I have known for some time that the 'War' on Terror has slowly been changing the way we all see our world. Yet I had never given any thought to the fact that it is helping to 'mainstream' our culture, physically constructing individuals to fear everything in the margins of society so much so that they seek to eliminate those margins altogether. Sure, the Boston Aqua Teen bomb hoax may seem like a laugh (and it is indeed quite funny, unintentionally and sort of sadly so) but it illuminates an ideological process that must be exposed for what it is. And mocked ruthlessly. I mean how much fun would it be to live in a world devoid of a Fast Food superheroes? The answer is Even less fun than it sounds.

Perhaps things should have been handled like this

1 Comments:

At 4:37 PM , Blogger oline said...

father cupcake worked for the government after the OK city bombing, when there was rampant anxiety amongst all the federal workers about another terrorist attack. one day, someone left a bag of unattended trash outside the building. it was clearly an unattended bag of trash. there was nothing else it could have been. father cupcake said he could even see the styrofoam coffee cups poking through the plastic of this bag of unattended trash. but to EVERYONE in that building, a bag, which would be rendered entirely acceptable had someone simply been holding it, became the scariest thing on earth.

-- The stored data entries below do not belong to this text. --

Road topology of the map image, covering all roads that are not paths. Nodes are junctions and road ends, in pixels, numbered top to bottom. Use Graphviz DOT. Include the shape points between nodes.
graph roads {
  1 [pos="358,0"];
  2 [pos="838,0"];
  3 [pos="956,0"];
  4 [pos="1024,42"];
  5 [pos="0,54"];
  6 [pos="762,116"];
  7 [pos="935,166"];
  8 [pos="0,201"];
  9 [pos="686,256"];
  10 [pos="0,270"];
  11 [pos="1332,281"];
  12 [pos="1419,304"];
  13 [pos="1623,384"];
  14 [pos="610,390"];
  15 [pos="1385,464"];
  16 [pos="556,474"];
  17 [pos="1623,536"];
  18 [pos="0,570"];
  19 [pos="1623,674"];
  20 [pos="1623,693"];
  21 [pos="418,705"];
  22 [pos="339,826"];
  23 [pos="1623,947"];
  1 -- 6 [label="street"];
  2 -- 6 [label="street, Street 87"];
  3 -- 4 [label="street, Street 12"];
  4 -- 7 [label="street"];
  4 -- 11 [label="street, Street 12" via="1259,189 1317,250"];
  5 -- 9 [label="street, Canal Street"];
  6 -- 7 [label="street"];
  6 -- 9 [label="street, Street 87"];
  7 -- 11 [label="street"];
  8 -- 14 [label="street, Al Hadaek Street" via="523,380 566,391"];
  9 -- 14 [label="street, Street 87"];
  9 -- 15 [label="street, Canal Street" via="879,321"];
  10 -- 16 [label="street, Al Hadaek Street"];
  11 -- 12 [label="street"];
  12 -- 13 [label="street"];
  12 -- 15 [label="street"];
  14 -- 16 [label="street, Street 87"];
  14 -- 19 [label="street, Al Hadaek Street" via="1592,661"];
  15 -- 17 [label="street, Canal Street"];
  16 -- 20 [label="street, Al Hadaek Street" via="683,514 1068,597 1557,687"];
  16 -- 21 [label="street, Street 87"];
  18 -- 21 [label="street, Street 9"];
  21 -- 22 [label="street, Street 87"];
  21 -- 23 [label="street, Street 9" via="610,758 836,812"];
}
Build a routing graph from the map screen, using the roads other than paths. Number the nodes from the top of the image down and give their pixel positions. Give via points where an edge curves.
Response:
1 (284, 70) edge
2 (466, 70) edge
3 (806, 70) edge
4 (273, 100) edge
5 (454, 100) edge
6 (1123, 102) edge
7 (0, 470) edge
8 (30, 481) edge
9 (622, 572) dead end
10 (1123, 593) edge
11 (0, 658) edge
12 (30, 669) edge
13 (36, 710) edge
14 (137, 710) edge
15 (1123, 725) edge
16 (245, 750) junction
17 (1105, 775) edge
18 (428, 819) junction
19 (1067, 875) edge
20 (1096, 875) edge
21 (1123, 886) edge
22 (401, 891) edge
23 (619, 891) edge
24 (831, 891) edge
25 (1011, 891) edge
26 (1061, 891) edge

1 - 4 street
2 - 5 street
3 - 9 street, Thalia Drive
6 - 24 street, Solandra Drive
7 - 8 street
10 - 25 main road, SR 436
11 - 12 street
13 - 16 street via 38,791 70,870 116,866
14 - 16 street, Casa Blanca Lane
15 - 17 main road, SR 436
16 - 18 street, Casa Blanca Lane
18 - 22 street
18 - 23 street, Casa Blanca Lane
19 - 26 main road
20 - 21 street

ever since, i've always thought that serves as a great metaphor for how terrorism and the subsequent hysteria completely cloud our collective vision. so that things as simple as advertising campaigns and unattended bags of trash leave us quaking in our boots. i'm pretty myopically stuck on this idea of love not fear, but i think so many people do live their lives in fear and fail to recognize the damaging impact that has across the spectrum of our culture. it's pretty pathetic when a lite-brite can spark a second war of the worlds.